Heart containing Coding Chica Java 101

A Trickle or a Flood! Java Stream Basics

TIP: References Quick List

Table of Contents

  1. Table of Contents
  2. Introduction
  3. Creating A Basic Stream
  4. Lazy Intermediate Stream Operations
    1. Side Effects
    2. Filtering
    3. Mapping Items
      1. Map
      2. FlatMap
      3. Map to Primitives
    4. Sorting
    5. Removing Duplicates
  5. Terminal Operations
    1. Reducing a Stream to a Single Output
      1. First Value
      2. Last Value
      3. Max Value
      4. Min Value
      5. None / All / Any Match
    2. Outputting A Collection
      1. An Array
      2. To List
      3. Collect
  6. Summary

Introduction

Java streams, such as those in the prior post, provide a way to perform processing on an array, collection, range of objects, file contents, etc.
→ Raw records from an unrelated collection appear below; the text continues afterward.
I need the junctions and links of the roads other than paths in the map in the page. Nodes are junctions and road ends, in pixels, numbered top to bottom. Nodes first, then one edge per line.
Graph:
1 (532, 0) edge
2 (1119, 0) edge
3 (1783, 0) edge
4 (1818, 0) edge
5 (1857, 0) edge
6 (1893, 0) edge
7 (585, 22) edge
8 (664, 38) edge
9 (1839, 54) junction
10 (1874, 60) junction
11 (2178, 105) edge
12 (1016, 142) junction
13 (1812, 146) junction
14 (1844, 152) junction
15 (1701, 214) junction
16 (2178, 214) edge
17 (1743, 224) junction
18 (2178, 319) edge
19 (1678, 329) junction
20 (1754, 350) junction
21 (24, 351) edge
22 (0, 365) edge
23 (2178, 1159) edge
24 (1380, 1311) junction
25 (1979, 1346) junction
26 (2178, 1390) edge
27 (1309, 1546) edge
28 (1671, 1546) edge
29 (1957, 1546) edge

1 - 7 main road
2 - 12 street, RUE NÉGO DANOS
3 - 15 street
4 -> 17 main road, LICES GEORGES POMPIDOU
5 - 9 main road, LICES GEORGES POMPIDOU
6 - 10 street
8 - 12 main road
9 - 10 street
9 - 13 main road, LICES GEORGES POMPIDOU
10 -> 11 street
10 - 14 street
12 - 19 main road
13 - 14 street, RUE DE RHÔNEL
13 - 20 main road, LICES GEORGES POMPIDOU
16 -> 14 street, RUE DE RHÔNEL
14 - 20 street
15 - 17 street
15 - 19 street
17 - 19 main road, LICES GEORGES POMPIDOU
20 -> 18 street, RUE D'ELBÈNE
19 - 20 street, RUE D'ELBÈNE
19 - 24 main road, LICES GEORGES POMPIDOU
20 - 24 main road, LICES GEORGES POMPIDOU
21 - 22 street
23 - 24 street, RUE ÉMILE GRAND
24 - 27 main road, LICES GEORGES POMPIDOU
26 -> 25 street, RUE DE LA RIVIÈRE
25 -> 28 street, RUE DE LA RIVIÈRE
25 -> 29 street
Java streams do not provide any storage. Once the stream’s pipeline is terminated, the stream is generally consumed. A separate calculation or pipeline would require the creation of a new stream. Intermediate Java stream operations are lazy and not executed until a terminal operation is included in the pipeline.

Creating A Basic Stream

A stream can be created in a number of ways. A few examples are:

ScenarioExample Serial ApproachExample Parallel Approach
ArrayArrays.stream(Object[])Arrays.stream(Object[]).parallel()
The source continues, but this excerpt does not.